The solution includes a combination of fixed readers according to each store's design, as well as a reader station used at the point of sale to deactivate the UHF RFID tags sewn into each garment's care label. All installations consist of hardware hidden either under the floor, in the ceiling or in the walls, enabling the entrance to remain completely unobstructed. The store's aesthetics can thus be centered around natural environments and the products being sold there.

 

The solution chose to implement a combination of AdvanSafe-200, AdvanMat-300 and AdvanGate systems, and each store also employs AdvanPay-160 station for tag deactivation.

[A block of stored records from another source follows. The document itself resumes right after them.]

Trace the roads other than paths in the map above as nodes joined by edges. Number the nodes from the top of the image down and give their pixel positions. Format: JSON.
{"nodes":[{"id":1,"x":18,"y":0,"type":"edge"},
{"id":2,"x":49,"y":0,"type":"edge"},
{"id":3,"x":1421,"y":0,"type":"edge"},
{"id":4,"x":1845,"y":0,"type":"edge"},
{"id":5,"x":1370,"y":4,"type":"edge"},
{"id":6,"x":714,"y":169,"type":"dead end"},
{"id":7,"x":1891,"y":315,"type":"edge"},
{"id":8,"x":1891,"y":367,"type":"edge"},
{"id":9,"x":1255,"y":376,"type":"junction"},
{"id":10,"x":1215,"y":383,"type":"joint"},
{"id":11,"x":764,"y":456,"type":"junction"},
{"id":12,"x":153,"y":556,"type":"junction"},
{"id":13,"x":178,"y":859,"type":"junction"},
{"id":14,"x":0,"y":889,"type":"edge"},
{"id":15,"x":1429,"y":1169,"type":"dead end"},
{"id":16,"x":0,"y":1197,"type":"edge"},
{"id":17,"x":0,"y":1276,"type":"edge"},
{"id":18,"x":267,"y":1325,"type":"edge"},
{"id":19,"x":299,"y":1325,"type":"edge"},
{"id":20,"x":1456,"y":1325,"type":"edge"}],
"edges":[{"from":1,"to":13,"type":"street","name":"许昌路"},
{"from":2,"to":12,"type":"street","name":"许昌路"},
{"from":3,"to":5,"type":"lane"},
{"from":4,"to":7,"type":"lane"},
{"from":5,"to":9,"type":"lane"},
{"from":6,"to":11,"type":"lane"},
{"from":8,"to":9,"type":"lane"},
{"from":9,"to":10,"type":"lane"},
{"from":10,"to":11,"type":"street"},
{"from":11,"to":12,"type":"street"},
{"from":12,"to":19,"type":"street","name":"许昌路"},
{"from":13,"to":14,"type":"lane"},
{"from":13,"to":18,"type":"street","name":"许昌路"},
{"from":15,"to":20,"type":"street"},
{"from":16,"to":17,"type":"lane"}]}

When each garment is manufactured, a UHF RFID tag is sewn into the product. Each tag's unique ID number is linked to the specific stock-keeping unit (SKU) information about that garment in the software, which is integrated with ERP software. The tags can be read as the goods move to a store, and again as they are received. With this data, Herno knows which products are on site at each location, as well as when inventory refurbishments might be necessary or if bottlenecks have occurred in the supply chain.

 

Once the apparel is received and scanned into the system at each store, it is displayed on the sales floor. At some stores, an AdvanSafe-200 overhead reader with beam steering is built into the ceiling. It detects each tag ID number as items move through the doorway, thereby alerting sales associates if a tagged item is leaving the site, for loss prevention and re-ordering. The AdvanMat-300, in some cases, is installed in the floor to capture tag IDs for the same purpose. The AdvanGate consists of discrete pedestals installed around the doorway.

 

The AdvanPay reader is situated near the point of sale, where tags can be read and deactivated once a sales transaction is complete. Each tag can then be reactivated if a customer returns any of the garments. The solution was rolled out beginning in the summer of 2018, and the technology is now live at all 10 stores. While the pilot store was the first to go live, it was followed by other sites in Paris, London, Cannes, Manhattan's Soho neighborhood and Woodbury, N.Y. The most recent opening in Venice took place in June 2020. The RFID deployment at each site is somewhat unique with regard to furniture, the buildings and the rooms in which the goods are being sold.